(Available data begins)

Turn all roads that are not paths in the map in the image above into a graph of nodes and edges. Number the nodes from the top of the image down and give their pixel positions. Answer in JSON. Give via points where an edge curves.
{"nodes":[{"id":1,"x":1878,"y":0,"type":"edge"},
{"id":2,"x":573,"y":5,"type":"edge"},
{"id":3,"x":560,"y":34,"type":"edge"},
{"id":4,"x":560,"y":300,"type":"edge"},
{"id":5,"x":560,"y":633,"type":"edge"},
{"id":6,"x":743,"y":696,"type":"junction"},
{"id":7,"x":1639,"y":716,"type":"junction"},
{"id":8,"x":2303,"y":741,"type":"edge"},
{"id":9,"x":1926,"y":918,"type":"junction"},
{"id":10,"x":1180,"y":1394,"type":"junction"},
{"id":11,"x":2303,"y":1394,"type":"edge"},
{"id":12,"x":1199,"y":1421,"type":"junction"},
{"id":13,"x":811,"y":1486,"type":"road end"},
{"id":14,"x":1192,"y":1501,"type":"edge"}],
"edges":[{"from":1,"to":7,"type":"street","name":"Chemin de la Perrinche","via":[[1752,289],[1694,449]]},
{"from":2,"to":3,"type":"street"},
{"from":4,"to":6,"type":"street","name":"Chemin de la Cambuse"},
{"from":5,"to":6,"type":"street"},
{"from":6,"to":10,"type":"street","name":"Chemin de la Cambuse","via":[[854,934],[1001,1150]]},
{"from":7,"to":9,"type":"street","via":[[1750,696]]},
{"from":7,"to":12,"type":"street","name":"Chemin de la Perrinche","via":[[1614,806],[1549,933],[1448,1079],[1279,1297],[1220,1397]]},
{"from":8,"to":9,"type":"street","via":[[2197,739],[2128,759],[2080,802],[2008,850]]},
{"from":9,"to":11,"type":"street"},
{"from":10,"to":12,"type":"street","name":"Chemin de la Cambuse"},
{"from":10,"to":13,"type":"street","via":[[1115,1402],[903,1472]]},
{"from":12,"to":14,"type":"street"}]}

(Available data ends)

> _Problem statement_: Copy out the data exactly, keeping each line whole.

> _Written reply_:
Turn all roads that are not paths in the map in the image above into a graph of nodes and edges. Number the nodes from the top of the image down and give their pixel positions. Answer in JSON. Give via points where an edge curves.
{"nodes":[{"id":1,"x":1878,"y":0,"type":"edge"},
{"id":2,"x":573,"y":5,"type":"edge"},
{"id":3,"x":560,"y":34,"type":"edge"},
{"id":4,"x":560,"y":300,"type":"edge"},
{"id":5,"x":560,"y":633,"type":"edge"},
{"id":6,"x":743,"y":696,"type":"junction"},
{"id":7,"x":1639,"y":716,"type":"junction"},
{"id":8,"x":2303,"y":741,"type":"edge"},
{"id":9,"x":1926,"y":918,"type":"junction"},
{"id":10,"x":1180,"y":1394,"type":"junction"},
{"id":11,"x":2303,"y":1394,"type":"edge"},
{"id":12,"x":1199,"y":1421,"type":"junction"},
{"id":13,"x":811,"y":1486,"type":"road end"},
{"id":14,"x":1192,"y":1501,"type":"edge"}],
"edges":[{"from":1,"to":7,"type":"street","name":"Chemin de la Perrinche","via":[[1752,289],[1694,449]]},
{"from":2,"to":3,"type":"street"},
{"from":4,"to":6,"type":"street","name":"Chemin de la Cambuse"},
{"from":5,"to":6,"type":"street"},
{"from":6,"to":10,"type":"street","name":"Chemin de la Cambuse","via":[[854,934],[1001,1150]]},
{"from":7,"to":9,"type":"street","via":[[1750,696]]},
{"from":7,"to":12,"type":"street","name":"Chemin de la Perrinche","via":[[1614,806],[1549,933],[1448,1079],[1279,1297],[1220,1397]]},
{"from":8,"to":9,"type":"street","via":[[2197,739],[2128,759],[2080,802],[2008,850]]},
{"from":9,"to":11,"type":"street"},
{"from":10,"to":12,"type":"street","name":"Chemin de la Cambuse"},
{"from":10,"to":13,"type":"street","via":[[1115,1402],[903,1472]]},
{"from":12,"to":14,"type":"street"}]}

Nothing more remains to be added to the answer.